Ey kâfir! Bunu işittikten sonra iyice düşün! Bir zerreye, bir terzilik sanatını öğretmeye kudretin var mıdır? Kendine hâlık ittihaz ettiğin tabiat ve esbab, her şeyin muhtelif ve mütenevvi suretlerini biçip dikmesine kudretleri var mıdır?
Bak, ey gözden mahrum kâfir! Şecere-i hilkatin semeresi ve kuvvet ve ihtiyârca esbabdan üstün olan insan, terziliğin bütün kabiliyetlerini, bilgilerini cem’ edip dikenli bir şecerenin âzâlarına uygun bir gömleği dikemez.

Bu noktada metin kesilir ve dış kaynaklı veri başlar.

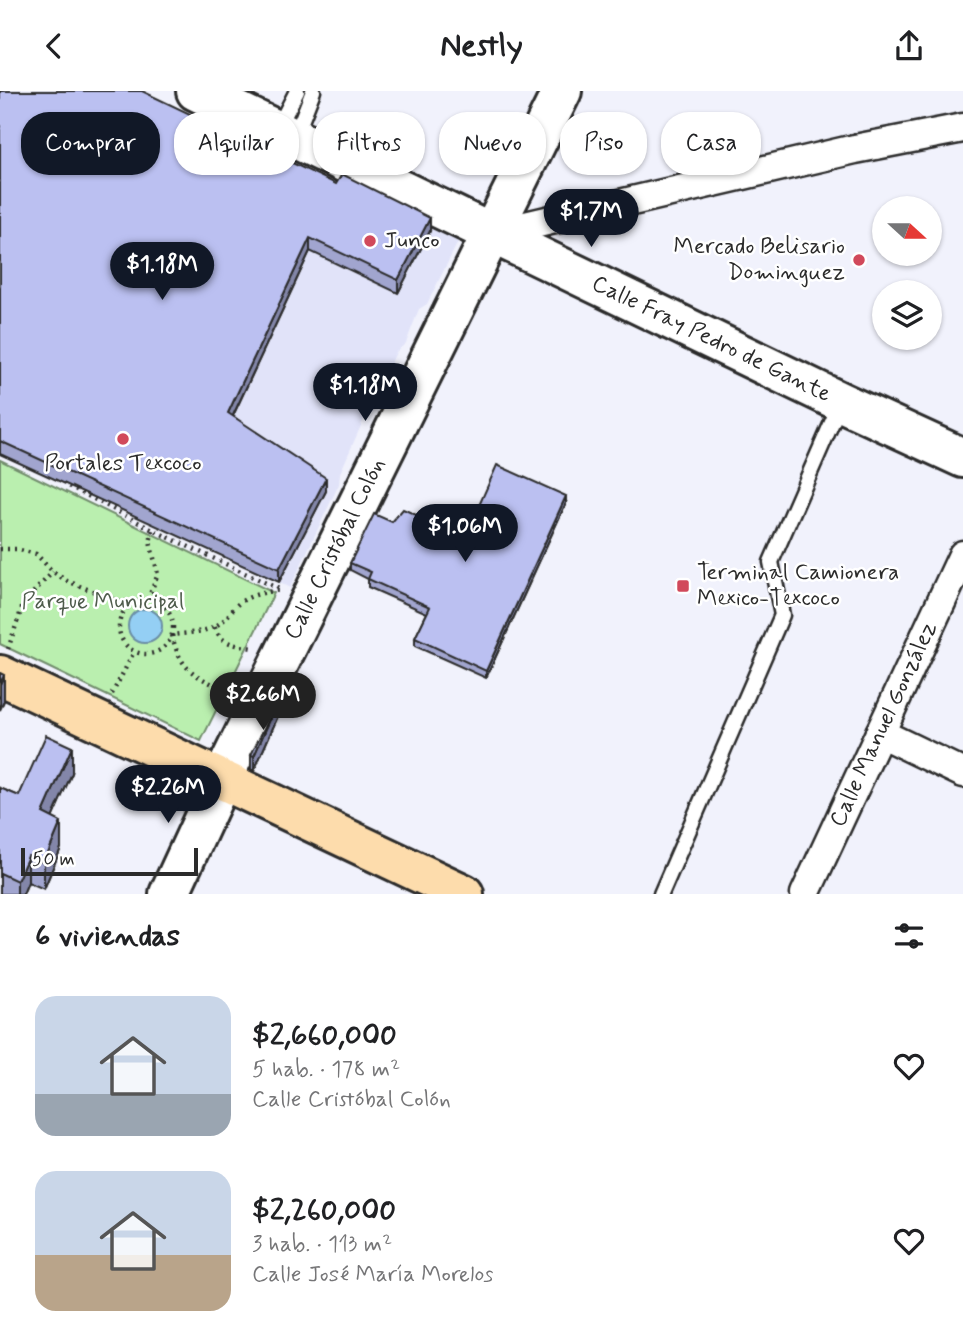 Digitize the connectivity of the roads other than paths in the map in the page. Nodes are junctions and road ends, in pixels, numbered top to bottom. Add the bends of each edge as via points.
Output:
1 (196, 91) edge
2 (297, 91) edge
3 (313, 91) edge
4 (562, 91) edge
5 (240, 112) edge
6 (292, 112) edge
7 (299, 113) edge
8 (963, 128) edge
9 (299, 140) edge
10 (491, 234) junction
11 (841, 402) junction
12 (963, 458) edge
13 (963, 555) edge
14 (4, 662) edge
15 (880, 733) junction
16 (963, 773) edge
17 (220, 781) junction
18 (169, 894) edge
19 (464, 894) edge
20 (661, 894) edge
21 (804, 894) edge

1 - 5 street, Calle Fray Pedro de Gante
2 - 6 lane
3 - 7 lane
4 - 10 street, Calle Cristóbal Colón
8 - 10 street
9 - 10 street, Calle Fray Pedro de Gante
10 - 11 street, Calle Fray Pedro de Gante
10 - 17 street, Calle Cristóbal Colón
11 - 12 street, Calle Fray Pedro de Gante
11 - 20 lane via 771,562 782,615
13 - 15 street, Calle Manuel González
14 - 17 main road
15 - 16 street
15 - 21 street, Calle Manuel González
17 - 18 street, Calle Cristóbal Colón
17 - 19 main road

Halbuki Sâni-i Hakîm her şeyin neması zamanında pek muntazam, cedid ve taze taze gömlekleri ve yeşil yeşil hulleleri kemal-i sür’at ve sühuletle yapar, giydirir.
Fesübhanallah!
Evet, münezzehtir. Her şeyin vücudu emrine bağlı olan Allah münezzehtir.
Her şeyin iç yüzü elinde bulunan Sâni’ münezzehtir. Bütün mahlûkata merci olan Sâni’ münezzehtir.
Mesnevî-i Nuriye, s. 47
LÛGATÇE:
cedid: Yeni.
daire-i vehmiye: Vehmî daire, aslında var olmadığı halde var kabul edilen daire.
esbab: Sebepler.
mâkule: Aklın uygun bulduğu şeyler, makul olanlar.
mistar: Bir şeyin kalıbı, ölçeği; cetvel.
mukadderat-ı eşya: Eşyanın mukadderatı, eşya hakkında Allah’ın takdir ettiği durumlar.
mürur-u zaman: Zamanın geçmesi, zaman aşımı; zamanla.
Sâni-i Hakîm: Hikmet sahibi olan, her şeyi sanatla ve hikmetle yaratan Allah.
semere: Meyve.
suret-i vehmiye: Vehmî suret, aslında var olmadığı halde varmış gibi kabul edilen görüntü.
şecere-i hilkat: Yaratılış ağacı.
tedvir: Döndürme, daire şekline sokma, yuvarlaklaştırma.